What is required:
Transcribe every entry exactly, leaving out any pictures.

Supplied data:
________________

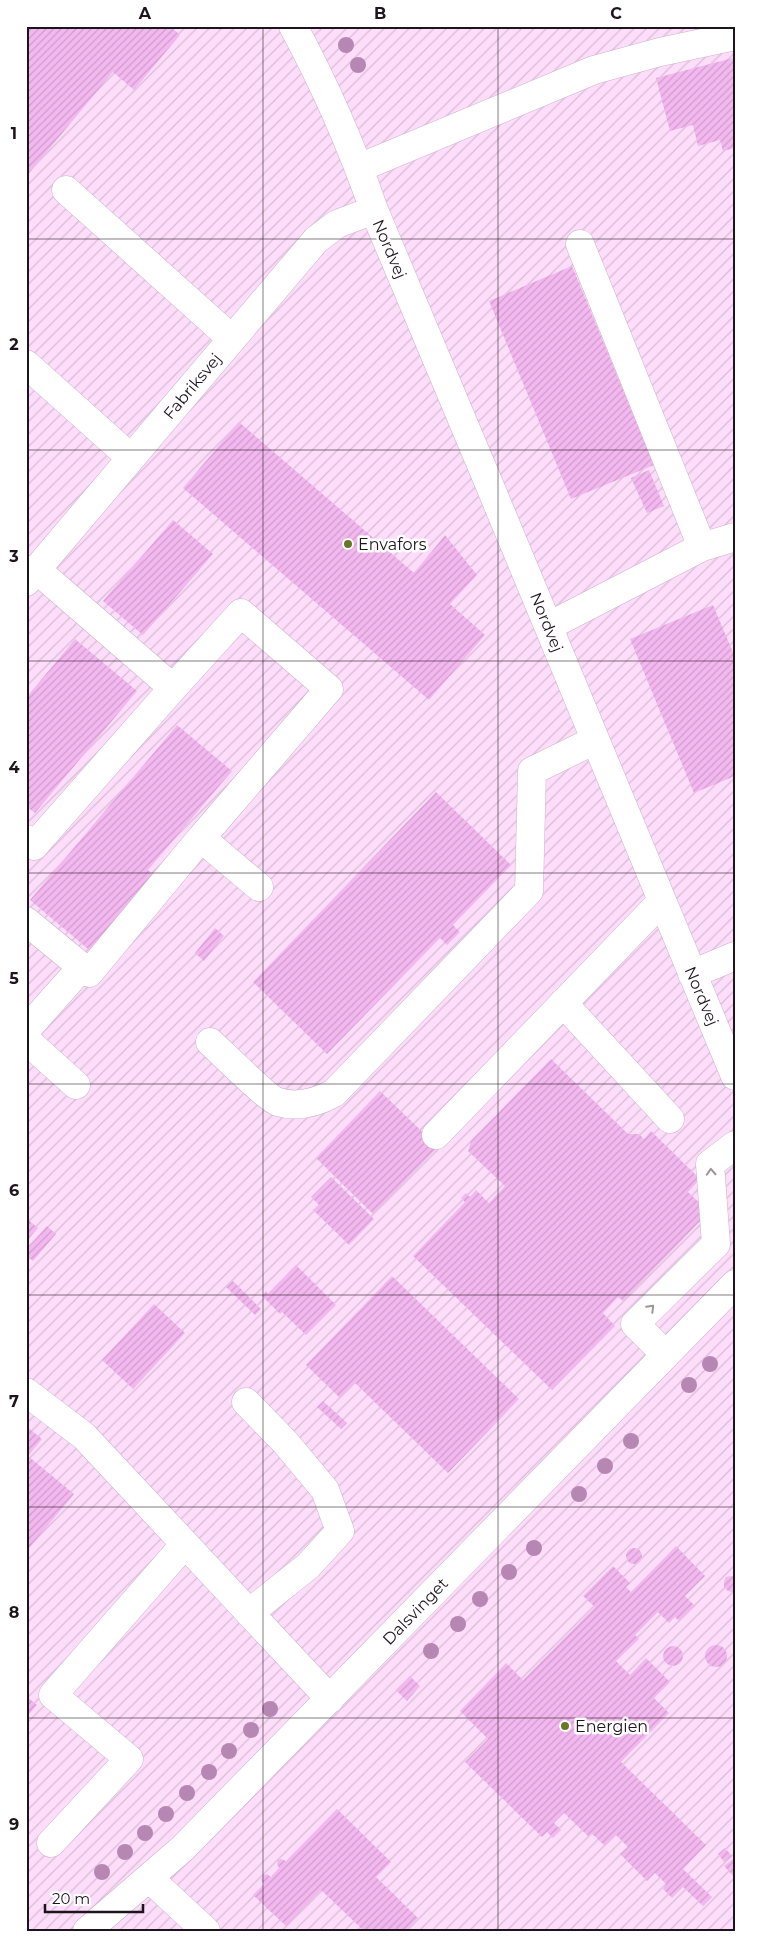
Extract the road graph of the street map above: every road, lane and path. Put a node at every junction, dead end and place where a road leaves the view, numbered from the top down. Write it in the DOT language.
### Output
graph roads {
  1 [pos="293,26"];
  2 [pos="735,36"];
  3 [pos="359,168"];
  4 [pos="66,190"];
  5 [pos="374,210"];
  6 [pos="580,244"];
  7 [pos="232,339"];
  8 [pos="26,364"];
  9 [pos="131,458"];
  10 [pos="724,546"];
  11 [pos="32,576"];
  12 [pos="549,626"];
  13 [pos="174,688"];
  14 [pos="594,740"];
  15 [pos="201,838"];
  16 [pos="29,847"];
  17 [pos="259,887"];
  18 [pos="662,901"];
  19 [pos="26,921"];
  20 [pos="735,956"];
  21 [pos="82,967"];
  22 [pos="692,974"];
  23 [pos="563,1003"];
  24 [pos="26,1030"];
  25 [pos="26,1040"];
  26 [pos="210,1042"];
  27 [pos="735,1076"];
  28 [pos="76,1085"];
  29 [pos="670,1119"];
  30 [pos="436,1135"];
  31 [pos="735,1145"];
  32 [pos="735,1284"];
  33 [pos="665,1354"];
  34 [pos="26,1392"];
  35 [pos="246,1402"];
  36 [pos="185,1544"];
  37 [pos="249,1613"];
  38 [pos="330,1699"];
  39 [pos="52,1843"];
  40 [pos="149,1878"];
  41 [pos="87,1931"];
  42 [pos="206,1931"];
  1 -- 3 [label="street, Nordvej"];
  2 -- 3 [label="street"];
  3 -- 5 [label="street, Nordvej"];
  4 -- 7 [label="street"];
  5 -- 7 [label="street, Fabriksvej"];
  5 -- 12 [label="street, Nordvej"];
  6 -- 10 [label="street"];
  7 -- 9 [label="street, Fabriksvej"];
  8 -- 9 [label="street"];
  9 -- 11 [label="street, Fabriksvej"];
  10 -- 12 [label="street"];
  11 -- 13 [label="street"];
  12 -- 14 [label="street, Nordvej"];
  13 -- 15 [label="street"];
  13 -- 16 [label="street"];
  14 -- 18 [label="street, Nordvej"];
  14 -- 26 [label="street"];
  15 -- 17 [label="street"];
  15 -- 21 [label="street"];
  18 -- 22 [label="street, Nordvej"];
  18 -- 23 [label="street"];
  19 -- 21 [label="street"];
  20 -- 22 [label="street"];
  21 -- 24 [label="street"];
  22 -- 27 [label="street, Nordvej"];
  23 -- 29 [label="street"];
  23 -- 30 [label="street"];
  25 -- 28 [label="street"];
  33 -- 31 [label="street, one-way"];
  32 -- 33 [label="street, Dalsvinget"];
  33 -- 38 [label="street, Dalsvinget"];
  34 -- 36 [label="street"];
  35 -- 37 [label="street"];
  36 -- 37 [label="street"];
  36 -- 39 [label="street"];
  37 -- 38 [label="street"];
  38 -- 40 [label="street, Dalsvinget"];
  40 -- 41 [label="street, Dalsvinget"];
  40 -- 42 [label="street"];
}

________________

Task response:
Extract the road graph of the street map above: every road, lane and path. Put a node at every junction, dead end and place where a road leaves the view, numbered from the top down. Write it in the DOT language.
### Output
graph roads {
  1 [pos="293,26"];
  2 [pos="735,36"];
  3 [pos="359,168"];
  4 [pos="66,190"];
  5 [pos="374,210"];
  6 [pos="580,244"];
  7 [pos="232,339"];
  8 [pos="26,364"];
  9 [pos="131,458"];
  10 [pos="724,546"];
  11 [pos="32,576"];
  12 [pos="549,626"];
  13 [pos="174,688"];
  14 [pos="594,740"];
  15 [pos="201,838"];
  16 [pos="29,847"];
  17 [pos="259,887"];
  18 [pos="662,901"];
  19 [pos="26,921"];
  20 [pos="735,956"];
  21 [pos="82,967"];
  22 [pos="692,974"];
  23 [pos="563,1003"];
  24 [pos="26,1030"];
  25 [pos="26,1040"];
  26 [pos="210,1042"];
  27 [pos="735,1076"];
  28 [pos="76,1085"];
  29 [pos="670,1119"];
  30 [pos="436,1135"];
  31 [pos="735,1145"];
  32 [pos="735,1284"];
  33 [pos="665,1354"];
  34 [pos="26,1392"];
  35 [pos="246,1402"];
  36 [pos="185,1544"];
  37 [pos="249,1613"];
  38 [pos="330,1699"];
  39 [pos="52,1843"];
  40 [pos="149,1878"];
  41 [pos="87,1931"];
  42 [pos="206,1931"];
  1 -- 3 [label="street, Nordvej"];
  2 -- 3 [label="street"];
  3 -- 5 [label="street, Nordvej"];
  4 -- 7 [label="street"];
  5 -- 7 [label="street, Fabriksvej"];
  5 -- 12 [label="street, Nordvej"];
  6 -- 10 [label="street"];
  7 -- 9 [label="street, Fabriksvej"];
  8 -- 9 [label="street"];
  9 -- 11 [label="street, Fabriksvej"];
  10 -- 12 [label="street"];
  11 -- 13 [label="street"];
  12 -- 14 [label="street, Nordvej"];
  13 -- 15 [label="street"];
  13 -- 16 [label="street"];
  14 -- 18 [label="street, Nordvej"];
  14 -- 26 [label="street"];
  15 -- 17 [label="street"];
  15 -- 21 [label="street"];
  18 -- 22 [label="street, Nordvej"];
  18 -- 23 [label="street"];
  19 -- 21 [label="street"];
  20 -- 22 [label="street"];
  21 -- 24 [label="street"];
  22 -- 27 [label="street, Nordvej"];
  23 -- 29 [label="street"];
  23 -- 30 [label="street"];
  25 -- 28 [label="street"];
  33 -- 31 [label="street, one-way"];
  32 -- 33 [label="street, Dalsvinget"];
  33 -- 38 [label="street, Dalsvinget"];
  34 -- 36 [label="street"];
  35 -- 37 [label="street"];
  36 -- 37 [label="street"];
  36 -- 39 [label="street"];
  37 -- 38 [label="street"];
  38 -- 40 [label="street, Dalsvinget"];
  40 -- 41 [label="street, Dalsvinget"];
  40 -- 42 [label="street"];
}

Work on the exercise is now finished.